- DATA LISTING -
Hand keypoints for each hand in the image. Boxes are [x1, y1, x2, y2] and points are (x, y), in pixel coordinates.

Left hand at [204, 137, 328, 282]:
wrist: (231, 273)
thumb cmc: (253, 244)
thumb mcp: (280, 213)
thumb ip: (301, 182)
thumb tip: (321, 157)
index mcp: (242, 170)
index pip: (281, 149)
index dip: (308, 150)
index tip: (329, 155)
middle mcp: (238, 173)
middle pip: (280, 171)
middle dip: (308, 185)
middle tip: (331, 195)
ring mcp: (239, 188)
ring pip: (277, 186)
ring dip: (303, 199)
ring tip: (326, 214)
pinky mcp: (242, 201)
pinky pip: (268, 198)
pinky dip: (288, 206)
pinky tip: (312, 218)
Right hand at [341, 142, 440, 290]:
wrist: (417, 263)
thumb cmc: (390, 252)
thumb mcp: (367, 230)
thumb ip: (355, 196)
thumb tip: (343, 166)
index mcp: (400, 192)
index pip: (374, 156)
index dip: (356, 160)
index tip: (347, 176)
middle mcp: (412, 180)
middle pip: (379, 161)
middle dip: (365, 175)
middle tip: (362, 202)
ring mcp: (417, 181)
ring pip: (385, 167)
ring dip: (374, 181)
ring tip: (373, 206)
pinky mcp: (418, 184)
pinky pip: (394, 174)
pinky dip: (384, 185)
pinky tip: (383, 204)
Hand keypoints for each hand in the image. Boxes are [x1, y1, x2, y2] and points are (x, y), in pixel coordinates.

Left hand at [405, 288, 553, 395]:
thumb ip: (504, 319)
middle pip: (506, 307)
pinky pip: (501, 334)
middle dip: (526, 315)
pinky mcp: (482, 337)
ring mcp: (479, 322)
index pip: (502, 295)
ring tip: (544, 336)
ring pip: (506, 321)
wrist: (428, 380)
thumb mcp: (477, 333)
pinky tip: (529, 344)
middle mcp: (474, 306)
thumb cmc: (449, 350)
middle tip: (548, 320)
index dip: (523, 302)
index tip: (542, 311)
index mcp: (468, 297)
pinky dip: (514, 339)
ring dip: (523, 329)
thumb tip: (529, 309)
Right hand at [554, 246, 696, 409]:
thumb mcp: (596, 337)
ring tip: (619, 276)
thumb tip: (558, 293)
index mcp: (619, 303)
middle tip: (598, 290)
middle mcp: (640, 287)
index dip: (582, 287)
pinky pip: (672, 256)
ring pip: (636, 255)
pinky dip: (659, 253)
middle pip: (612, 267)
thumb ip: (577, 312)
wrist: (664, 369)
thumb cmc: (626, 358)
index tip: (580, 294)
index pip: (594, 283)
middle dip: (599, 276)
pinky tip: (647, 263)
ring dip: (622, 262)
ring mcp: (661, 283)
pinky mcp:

- WHAT IS EXPECTED -
Starting at the line that holds "wrist: (428, 380)", retype each line exactly through the end of the entries, both ends included.

- PROBLEM SOLUTION -
wrist: (428, 380)
thumb mcp: (477, 333)
pinky tip: (529, 344)
middle mcp: (474, 306)
thumb cmc: (449, 350)
middle tip: (548, 320)
index dip: (523, 302)
index tip: (542, 311)
index mcp: (468, 297)
pinky dip: (514, 339)
ring dip: (523, 329)
thumb tip: (529, 309)
Right hand at [554, 246, 696, 409]:
thumb mcp: (596, 337)
ring tip: (619, 276)
thumb tip: (558, 293)
index mcp: (619, 303)
middle tip: (598, 290)
middle mcp: (640, 287)
index dip: (582, 287)
pinky pip: (672, 256)
ring pip: (636, 255)
pinky dip: (659, 253)
middle pip: (612, 267)
thumb ip: (577, 312)
wrist: (664, 369)
thumb cmc: (626, 358)
index tip: (580, 294)
index pip: (594, 283)
middle dip: (599, 276)
pinky tip: (647, 263)
ring dip: (622, 262)
ring mcp: (661, 283)
pinky mcp:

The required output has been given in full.